--- Record excerpts ---
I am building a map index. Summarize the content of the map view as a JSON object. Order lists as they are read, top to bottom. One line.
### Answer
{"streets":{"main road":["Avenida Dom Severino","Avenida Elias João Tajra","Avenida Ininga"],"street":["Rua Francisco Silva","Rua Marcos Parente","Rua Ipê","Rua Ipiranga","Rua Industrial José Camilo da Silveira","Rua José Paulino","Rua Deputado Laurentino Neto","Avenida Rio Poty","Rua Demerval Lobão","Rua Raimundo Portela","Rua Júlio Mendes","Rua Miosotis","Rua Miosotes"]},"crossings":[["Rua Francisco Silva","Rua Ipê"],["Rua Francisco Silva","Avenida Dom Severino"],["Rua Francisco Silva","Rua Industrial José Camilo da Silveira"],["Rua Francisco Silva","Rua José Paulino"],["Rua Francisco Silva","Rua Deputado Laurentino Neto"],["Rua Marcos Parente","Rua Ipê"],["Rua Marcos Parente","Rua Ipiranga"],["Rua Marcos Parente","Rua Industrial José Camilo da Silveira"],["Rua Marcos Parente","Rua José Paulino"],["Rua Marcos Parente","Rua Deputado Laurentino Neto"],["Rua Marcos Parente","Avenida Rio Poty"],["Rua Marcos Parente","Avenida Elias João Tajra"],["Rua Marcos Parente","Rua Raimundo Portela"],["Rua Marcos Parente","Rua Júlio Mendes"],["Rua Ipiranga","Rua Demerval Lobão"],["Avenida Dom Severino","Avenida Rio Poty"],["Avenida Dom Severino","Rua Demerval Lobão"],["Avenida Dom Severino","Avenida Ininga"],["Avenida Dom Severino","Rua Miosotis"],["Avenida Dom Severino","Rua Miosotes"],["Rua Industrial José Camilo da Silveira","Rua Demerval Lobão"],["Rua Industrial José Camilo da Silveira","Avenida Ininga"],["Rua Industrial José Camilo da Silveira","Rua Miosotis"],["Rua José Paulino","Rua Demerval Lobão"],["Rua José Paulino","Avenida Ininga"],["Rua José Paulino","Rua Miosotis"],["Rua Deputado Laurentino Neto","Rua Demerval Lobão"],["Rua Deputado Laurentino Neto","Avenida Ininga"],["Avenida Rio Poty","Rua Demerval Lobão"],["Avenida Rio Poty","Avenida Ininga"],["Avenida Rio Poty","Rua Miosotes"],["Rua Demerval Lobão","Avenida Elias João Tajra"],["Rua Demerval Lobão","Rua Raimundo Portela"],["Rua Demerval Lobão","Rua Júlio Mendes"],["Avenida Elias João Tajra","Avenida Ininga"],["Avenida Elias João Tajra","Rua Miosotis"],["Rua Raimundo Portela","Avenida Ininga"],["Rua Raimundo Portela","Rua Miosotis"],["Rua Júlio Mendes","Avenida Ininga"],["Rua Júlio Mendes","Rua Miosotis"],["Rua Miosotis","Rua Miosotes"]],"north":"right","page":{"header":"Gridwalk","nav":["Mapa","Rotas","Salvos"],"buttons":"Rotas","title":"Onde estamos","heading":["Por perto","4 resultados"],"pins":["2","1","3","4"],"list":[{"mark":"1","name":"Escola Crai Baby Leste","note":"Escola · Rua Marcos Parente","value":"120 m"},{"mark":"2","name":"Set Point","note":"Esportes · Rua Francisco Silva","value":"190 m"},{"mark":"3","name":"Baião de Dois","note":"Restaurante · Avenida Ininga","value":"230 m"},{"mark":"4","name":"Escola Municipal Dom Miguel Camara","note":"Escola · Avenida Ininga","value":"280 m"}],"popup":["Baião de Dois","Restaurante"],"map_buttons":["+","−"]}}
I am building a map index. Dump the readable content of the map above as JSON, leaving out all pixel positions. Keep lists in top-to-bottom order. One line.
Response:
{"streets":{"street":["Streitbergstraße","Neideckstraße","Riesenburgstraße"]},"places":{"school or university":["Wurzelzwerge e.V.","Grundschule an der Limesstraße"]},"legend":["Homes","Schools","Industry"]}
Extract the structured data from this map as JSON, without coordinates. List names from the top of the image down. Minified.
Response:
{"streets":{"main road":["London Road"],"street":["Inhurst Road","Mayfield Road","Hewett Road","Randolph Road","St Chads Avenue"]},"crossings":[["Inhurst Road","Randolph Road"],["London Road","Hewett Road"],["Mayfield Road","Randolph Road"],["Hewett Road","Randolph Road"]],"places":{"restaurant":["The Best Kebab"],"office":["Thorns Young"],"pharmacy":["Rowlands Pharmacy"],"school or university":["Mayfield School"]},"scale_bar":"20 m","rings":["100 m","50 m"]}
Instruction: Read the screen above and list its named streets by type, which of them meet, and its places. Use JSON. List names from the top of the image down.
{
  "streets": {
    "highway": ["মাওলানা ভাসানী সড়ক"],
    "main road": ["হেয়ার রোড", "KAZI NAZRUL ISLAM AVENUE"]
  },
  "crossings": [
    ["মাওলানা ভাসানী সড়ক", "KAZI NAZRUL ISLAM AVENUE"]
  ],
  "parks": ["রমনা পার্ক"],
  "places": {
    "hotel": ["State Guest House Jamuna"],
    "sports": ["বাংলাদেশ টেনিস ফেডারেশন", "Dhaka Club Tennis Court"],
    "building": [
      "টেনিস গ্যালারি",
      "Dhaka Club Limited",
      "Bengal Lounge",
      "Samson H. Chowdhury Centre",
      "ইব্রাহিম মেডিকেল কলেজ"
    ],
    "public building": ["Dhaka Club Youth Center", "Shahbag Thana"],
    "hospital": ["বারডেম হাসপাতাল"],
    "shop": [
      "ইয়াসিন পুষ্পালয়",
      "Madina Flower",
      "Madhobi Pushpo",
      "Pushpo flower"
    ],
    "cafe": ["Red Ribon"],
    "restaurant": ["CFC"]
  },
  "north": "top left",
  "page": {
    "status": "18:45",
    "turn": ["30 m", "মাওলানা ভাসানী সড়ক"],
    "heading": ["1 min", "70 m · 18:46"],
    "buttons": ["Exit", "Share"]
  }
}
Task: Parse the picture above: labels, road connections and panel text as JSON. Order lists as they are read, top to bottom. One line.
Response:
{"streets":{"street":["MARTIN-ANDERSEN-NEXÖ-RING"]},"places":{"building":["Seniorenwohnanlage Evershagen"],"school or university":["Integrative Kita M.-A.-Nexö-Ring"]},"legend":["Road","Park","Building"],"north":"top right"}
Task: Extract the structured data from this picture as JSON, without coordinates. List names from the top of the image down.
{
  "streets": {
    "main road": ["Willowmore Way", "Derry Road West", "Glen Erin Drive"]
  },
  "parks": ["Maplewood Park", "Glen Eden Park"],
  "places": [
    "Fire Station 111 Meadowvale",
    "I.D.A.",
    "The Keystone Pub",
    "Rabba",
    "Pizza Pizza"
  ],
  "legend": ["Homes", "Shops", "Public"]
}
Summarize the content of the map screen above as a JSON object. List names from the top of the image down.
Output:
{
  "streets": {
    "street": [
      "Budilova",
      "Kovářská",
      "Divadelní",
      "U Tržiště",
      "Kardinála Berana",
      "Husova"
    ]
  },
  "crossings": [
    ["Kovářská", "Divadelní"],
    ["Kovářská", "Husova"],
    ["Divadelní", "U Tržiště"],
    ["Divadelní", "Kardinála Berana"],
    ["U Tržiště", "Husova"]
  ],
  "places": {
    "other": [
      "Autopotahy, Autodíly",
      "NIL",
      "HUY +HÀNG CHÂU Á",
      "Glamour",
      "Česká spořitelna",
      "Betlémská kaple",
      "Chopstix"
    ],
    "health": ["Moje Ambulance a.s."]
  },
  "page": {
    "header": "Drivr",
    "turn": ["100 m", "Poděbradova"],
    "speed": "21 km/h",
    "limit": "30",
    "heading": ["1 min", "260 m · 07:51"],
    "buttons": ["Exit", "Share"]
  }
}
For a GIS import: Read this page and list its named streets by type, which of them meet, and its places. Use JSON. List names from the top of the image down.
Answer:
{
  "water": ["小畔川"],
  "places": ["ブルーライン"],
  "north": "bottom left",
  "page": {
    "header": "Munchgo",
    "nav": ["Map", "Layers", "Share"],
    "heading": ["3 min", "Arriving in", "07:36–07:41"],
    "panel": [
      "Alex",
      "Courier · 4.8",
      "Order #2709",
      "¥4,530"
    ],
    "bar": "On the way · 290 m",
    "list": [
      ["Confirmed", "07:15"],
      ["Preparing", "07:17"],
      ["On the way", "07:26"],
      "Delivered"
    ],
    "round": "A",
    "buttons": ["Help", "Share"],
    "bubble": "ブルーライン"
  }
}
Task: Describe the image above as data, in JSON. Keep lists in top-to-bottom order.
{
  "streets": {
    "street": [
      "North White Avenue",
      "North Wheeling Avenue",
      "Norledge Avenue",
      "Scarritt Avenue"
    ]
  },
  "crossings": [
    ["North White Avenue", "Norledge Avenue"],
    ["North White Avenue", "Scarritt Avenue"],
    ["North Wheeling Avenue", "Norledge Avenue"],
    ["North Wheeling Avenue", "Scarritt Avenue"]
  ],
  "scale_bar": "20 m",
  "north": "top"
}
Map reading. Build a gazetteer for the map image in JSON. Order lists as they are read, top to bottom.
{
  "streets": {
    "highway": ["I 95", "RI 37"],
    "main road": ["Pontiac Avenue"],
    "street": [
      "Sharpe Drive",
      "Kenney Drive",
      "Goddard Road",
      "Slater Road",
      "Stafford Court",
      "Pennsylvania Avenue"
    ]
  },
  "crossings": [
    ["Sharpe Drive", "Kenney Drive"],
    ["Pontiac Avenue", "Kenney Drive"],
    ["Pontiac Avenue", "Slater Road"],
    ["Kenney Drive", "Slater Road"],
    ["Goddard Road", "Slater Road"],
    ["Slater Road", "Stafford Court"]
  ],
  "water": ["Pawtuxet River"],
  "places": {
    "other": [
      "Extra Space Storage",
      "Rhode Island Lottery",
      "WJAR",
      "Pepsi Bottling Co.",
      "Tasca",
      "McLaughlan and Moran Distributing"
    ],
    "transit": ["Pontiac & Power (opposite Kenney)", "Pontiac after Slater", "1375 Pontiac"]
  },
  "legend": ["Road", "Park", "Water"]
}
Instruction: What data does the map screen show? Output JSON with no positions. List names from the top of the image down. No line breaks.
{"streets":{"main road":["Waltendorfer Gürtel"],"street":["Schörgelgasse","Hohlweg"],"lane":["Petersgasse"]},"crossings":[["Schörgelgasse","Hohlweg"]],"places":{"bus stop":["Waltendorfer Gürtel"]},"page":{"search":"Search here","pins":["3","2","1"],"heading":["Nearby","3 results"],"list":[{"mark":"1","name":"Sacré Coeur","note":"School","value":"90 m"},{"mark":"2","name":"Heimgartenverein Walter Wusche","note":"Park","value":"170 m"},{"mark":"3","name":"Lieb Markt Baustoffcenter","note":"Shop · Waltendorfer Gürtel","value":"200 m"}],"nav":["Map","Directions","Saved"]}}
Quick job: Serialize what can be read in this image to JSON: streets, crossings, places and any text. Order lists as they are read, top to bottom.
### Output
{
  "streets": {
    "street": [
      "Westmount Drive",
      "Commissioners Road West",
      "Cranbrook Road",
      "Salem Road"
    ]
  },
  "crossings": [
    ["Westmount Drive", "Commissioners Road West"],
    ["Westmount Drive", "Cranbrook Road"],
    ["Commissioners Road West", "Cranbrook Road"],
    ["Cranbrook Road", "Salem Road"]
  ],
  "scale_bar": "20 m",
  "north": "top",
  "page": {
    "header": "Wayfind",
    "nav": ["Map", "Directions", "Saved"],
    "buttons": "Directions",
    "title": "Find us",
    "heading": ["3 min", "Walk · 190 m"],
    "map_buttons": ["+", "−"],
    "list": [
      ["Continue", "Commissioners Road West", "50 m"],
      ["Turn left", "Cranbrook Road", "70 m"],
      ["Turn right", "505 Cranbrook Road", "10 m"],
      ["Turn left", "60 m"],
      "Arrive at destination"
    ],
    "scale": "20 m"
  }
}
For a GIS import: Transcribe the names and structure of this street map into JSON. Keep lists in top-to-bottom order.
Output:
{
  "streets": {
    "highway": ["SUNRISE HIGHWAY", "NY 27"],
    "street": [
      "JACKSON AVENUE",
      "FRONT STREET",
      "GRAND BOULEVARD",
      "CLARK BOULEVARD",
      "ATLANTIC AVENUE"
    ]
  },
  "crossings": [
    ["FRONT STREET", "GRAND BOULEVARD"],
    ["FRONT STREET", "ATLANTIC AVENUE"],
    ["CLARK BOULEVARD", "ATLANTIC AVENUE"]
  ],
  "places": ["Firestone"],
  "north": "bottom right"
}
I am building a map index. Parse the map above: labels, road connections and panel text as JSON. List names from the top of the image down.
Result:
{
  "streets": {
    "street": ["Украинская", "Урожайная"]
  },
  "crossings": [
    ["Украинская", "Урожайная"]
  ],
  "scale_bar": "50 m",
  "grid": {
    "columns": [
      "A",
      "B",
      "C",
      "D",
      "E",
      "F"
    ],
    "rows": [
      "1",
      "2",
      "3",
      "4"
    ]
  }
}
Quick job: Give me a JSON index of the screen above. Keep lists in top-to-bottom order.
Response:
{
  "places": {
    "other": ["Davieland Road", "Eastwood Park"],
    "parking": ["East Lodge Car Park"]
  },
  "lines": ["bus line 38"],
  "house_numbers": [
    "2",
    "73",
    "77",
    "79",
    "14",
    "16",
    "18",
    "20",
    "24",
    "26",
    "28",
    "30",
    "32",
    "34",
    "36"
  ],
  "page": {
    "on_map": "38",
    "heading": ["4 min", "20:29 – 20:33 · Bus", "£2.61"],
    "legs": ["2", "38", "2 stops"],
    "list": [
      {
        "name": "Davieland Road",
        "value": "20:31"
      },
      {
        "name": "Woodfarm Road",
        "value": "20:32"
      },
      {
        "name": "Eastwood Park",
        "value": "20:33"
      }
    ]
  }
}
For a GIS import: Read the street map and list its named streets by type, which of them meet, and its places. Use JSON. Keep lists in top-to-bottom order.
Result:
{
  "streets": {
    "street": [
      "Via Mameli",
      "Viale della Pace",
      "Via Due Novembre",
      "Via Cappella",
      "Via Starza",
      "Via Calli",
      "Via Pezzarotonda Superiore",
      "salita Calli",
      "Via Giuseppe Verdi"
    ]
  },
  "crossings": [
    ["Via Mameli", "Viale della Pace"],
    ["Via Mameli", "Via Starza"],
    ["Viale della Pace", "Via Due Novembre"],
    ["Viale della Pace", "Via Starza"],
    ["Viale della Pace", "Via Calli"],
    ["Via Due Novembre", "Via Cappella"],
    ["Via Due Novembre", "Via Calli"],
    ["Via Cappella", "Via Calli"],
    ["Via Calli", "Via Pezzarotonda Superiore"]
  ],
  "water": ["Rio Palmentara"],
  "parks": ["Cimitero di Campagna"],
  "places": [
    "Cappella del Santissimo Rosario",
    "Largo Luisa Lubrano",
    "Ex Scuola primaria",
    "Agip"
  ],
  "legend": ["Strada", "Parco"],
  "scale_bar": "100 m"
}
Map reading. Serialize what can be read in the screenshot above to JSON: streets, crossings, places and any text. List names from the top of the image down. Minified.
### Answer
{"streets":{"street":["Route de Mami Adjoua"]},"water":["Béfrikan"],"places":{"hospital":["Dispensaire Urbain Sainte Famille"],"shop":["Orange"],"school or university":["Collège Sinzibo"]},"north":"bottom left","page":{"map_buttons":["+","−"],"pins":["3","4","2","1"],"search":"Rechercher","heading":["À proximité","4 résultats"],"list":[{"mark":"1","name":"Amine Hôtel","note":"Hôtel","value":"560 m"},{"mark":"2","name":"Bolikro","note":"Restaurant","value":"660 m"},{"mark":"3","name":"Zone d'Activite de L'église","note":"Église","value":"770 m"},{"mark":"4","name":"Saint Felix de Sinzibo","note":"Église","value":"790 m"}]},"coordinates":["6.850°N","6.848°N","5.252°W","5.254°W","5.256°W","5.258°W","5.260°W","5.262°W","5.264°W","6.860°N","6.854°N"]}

--- Goal of the exercise ---
What is needed is each line of the entries that contains the word "Serialize".

--- Finished task ---
Quick job: Serialize what can be read in this image to JSON: streets, crossings, places and any text. Order lists as they are read, top to bottom.
Map reading. Serialize what can be read in the screenshot above to JSON: streets, crossings, places and any text. List names from the top of the image down. Minified.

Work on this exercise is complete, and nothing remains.